Hierarchical Ni–Co–Mn hydroxide hollow architectures as high-performance electrodes for electrochemical energy storage

Abstract

In this study, hierarchical Ni–Co–Mn hydroxide hollow architectures were successfully achieved via an etching process. We first performed the synthesis of NiCoMn-glycerate solid spheres via a solvothermal route, and then NiCoMn-glycerate as the template was etched to convert into hierarchical Ni–Co–Mn hydroxide hollow architectures in the mixed solvents of water and 1-methyl-2-pyrrolidone.

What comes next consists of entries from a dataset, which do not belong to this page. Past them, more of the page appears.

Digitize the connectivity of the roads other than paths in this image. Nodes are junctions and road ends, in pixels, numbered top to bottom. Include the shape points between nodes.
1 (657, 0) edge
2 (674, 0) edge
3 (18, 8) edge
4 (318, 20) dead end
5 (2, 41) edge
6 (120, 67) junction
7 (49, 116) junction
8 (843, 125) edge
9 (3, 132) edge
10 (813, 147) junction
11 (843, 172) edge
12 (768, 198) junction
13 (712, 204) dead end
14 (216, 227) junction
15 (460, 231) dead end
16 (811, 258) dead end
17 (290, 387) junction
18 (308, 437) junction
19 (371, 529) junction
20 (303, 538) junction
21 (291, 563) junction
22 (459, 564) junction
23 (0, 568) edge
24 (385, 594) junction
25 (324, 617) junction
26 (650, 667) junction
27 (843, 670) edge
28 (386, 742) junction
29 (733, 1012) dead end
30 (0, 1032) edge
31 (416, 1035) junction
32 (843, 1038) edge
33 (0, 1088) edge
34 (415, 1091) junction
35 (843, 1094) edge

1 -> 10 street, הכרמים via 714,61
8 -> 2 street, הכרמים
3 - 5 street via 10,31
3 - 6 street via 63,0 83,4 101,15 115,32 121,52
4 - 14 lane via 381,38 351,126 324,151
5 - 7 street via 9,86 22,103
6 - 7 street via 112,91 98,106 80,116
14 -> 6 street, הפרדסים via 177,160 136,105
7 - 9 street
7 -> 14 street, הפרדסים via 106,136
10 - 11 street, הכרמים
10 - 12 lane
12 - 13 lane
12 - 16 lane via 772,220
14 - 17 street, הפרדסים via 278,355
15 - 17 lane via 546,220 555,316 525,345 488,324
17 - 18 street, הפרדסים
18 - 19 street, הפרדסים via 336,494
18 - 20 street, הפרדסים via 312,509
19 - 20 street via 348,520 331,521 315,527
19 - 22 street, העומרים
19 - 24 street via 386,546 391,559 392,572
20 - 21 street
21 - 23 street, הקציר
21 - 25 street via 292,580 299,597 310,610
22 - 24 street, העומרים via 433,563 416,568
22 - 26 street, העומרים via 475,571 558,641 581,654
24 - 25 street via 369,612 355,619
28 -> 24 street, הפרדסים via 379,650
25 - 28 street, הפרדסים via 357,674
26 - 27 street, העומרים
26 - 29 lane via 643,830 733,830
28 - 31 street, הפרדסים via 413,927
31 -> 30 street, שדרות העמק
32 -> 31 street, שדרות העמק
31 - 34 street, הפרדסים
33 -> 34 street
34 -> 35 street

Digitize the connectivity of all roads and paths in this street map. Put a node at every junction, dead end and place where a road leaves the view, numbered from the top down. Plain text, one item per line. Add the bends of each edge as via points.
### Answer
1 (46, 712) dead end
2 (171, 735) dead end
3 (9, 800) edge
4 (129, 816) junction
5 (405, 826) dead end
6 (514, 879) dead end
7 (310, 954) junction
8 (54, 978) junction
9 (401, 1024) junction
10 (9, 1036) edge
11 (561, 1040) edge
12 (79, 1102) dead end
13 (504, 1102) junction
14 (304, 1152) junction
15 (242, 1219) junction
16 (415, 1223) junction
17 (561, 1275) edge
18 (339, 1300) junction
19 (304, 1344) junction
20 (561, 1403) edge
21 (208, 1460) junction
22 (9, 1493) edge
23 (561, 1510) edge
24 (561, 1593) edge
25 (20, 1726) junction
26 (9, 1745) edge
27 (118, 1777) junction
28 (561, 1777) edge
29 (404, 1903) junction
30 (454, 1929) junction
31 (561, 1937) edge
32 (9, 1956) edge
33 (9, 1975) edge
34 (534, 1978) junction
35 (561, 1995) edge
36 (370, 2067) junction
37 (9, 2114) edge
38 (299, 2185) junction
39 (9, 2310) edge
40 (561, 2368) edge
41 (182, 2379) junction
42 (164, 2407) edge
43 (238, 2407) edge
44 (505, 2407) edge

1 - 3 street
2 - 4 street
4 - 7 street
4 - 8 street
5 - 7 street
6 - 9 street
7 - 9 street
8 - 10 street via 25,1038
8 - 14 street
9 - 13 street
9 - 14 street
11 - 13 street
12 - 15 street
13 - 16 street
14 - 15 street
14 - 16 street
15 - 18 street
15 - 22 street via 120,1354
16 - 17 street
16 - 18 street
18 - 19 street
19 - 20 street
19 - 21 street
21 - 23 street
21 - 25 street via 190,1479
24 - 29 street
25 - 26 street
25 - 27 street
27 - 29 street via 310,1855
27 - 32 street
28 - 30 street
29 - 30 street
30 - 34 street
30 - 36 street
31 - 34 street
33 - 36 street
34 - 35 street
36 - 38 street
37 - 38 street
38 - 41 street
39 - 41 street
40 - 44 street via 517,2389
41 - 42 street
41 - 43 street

Hollow architectures and high surface area enabled Ni–Co–Mn hydroxide to manifest a specific capacitance of 1626 F g⁻¹ at 3.0 A g⁻¹, and it remained as large as 1380 F g⁻¹ even at 3.0 A g⁻¹. The Ni–Co–Mn hydroxide electrodes also displayed notable cycle performance with a decline of 1.6% over 5000 cycles at 12 A g⁻¹. Moreover, an asymmetric supercapacitor assembled with this electrode exhibited an energy density of 44.4 W h kg⁻¹ at 1650 W kg⁻¹ and 28.5 W h kg⁻¹ at 12 374 W kg⁻¹. These attractive results demonstrate that hierarchical Ni–Co–Mn hydroxide hollow architectures have broad application prospects in supercapacitors.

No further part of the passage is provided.